▶ [DATASET ENTRIES]
========================================================================
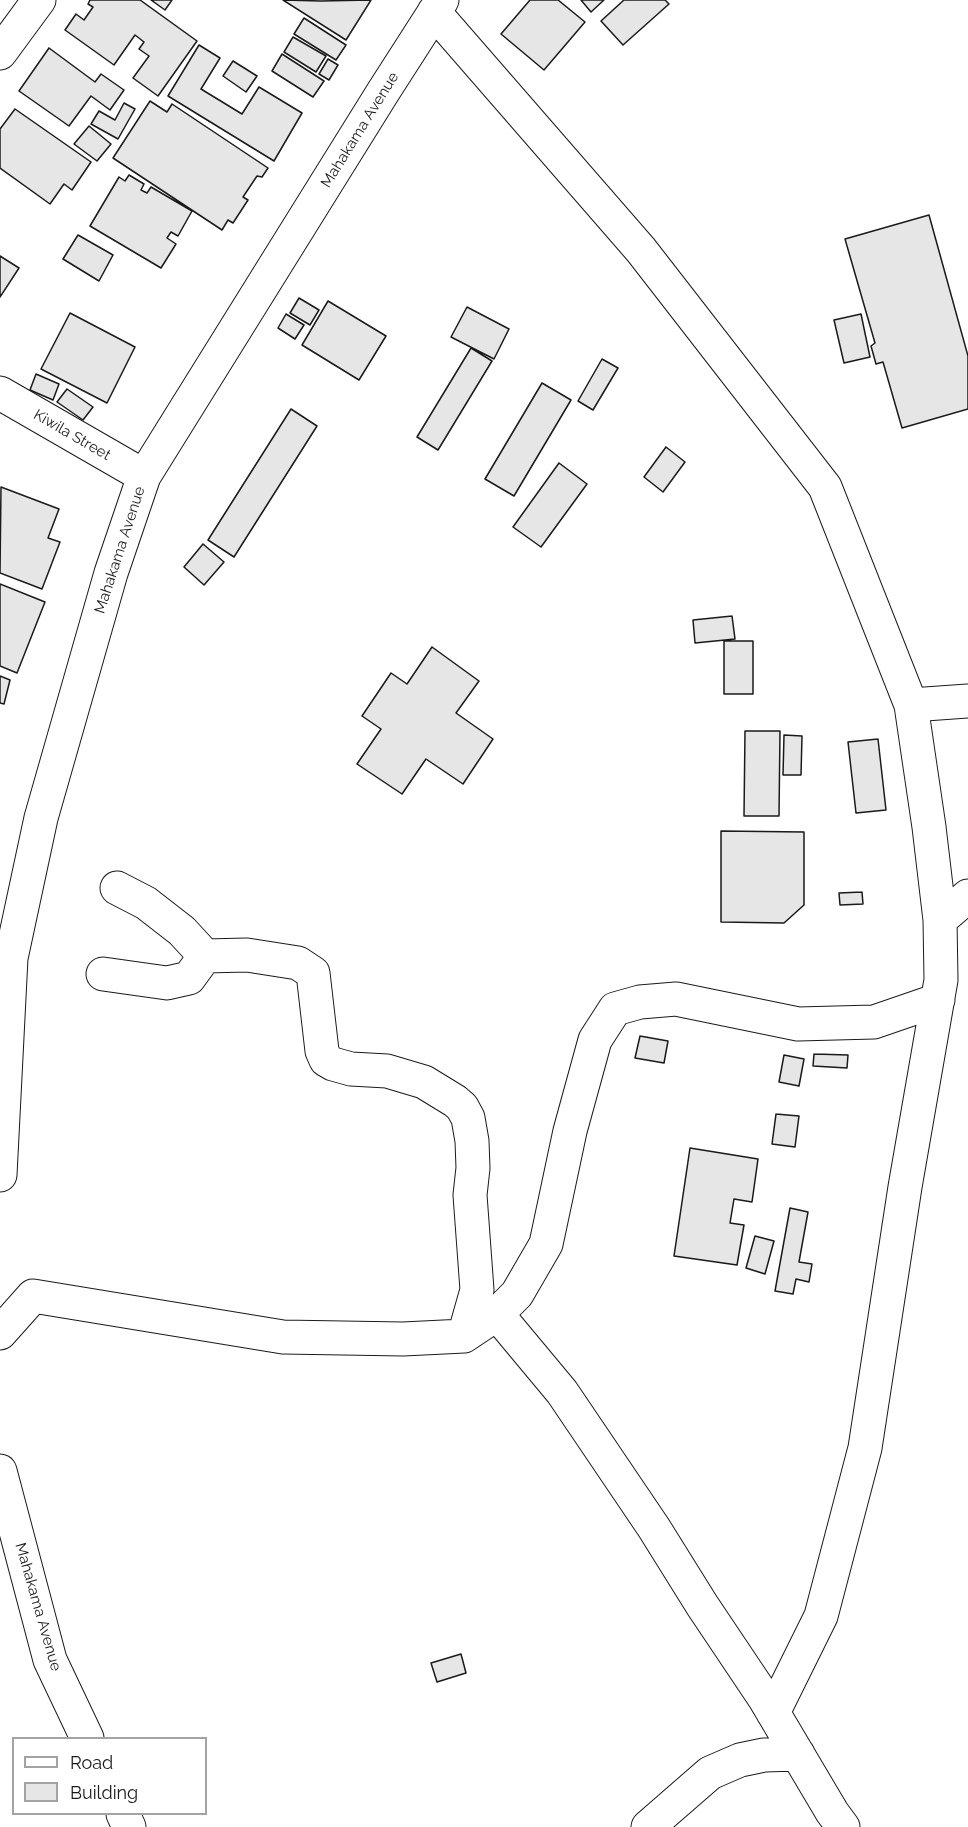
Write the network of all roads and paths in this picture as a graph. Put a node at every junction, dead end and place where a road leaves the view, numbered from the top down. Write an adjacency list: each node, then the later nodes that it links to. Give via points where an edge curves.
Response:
1 (39, 0): 3 (street)
2 (438, 6): 5 (street, Mahakama Avenue); 7 (street, via 641,250 825,487)
3 (3, 41)
4 (0, 393): 5 (street, Kiwila Street)
5 (144, 476): 14 (street, Mahakama Avenue, via 111,573 41,818 11,958)
6 (968, 701): 7 (street)
7 (911, 705): 10 (street)
8 (117, 888): 11 (street, via 146,903 182,931)
9 (968, 896): 10 (street)
10 (940, 920): 13 (street)
11 (205, 956): 12 (street, via 189,978 167,983); 18 (street, via 247,955 298,963 309,969 314,979 326,1060 351,1069 387,1071 424,1082 462,1107 472,1141 470,1195 477,1290)
12 (103, 974)
13 (938, 1000): 15 (street, via 874,1022 798,1024 676,999 615,1009 595,1040 570,1131 546,1244 517,1294); 21 (street, via 865,1448 821,1616)
14 (0, 1175)
15 (497, 1314): 18 (street); 21 (street, via 562,1392)
16 (0, 1320): 17 (street)
17 (0, 1333): 18 (street, via 33,1296 283,1337); 19 (street)
18 (464, 1336)
19 (0, 1339)
20 (0, 1471): 22 (street, Mahakama Avenue, via 50,1660)
21 (773, 1713): 23 (street)
22 (87, 1737)
23 (798, 1754): 24 (street, via 740,1760 710,1773); 25 (street)
24 (648, 1827)
25 (843, 1827)

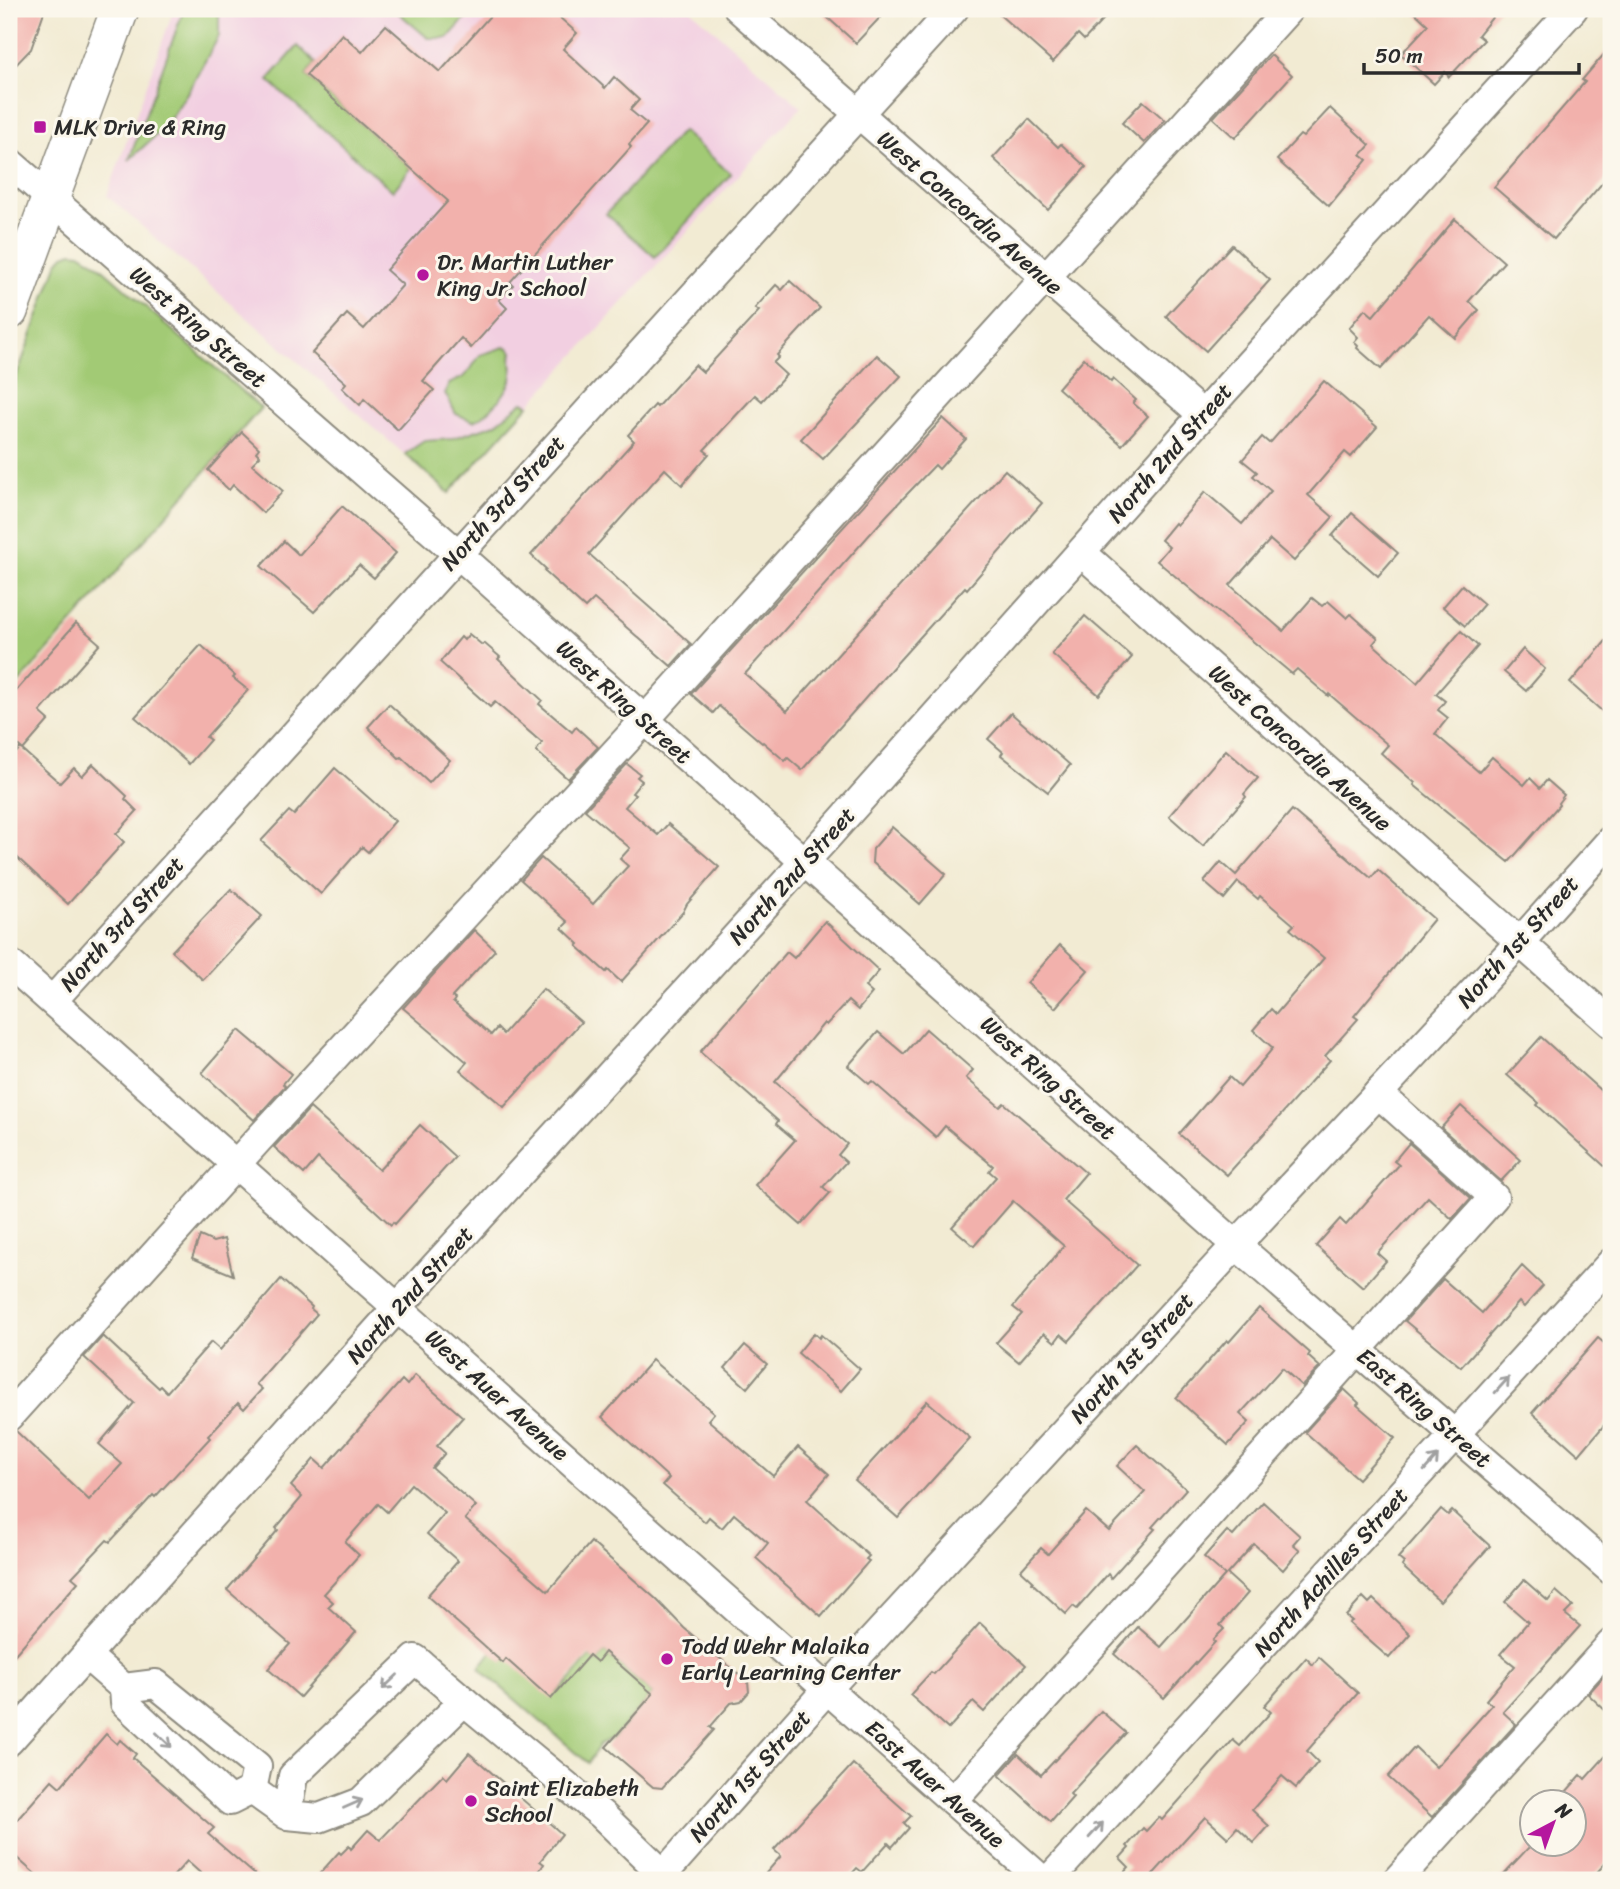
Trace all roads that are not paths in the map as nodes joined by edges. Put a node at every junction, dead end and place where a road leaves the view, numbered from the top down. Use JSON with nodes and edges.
========================================================================
▶ [TO DO] Where a line of the records includes "roads", copy it.

▶ [RESPONSE TO THIS EXERCISE]
Write the network of all roads and paths in this picture as a graph. Put a node at every junction, dead end and place where a road leaves the view, numbered from the top down. Write an adjacency list: each node, then the later nodes that it links to. Give via points where an edge curves.
Trace all roads that are not paths in the map as nodes joined by edges. Put a node at every junction, dead end and place where a road leaves the view, numbered from the top down. Use JSON with nodes and edges.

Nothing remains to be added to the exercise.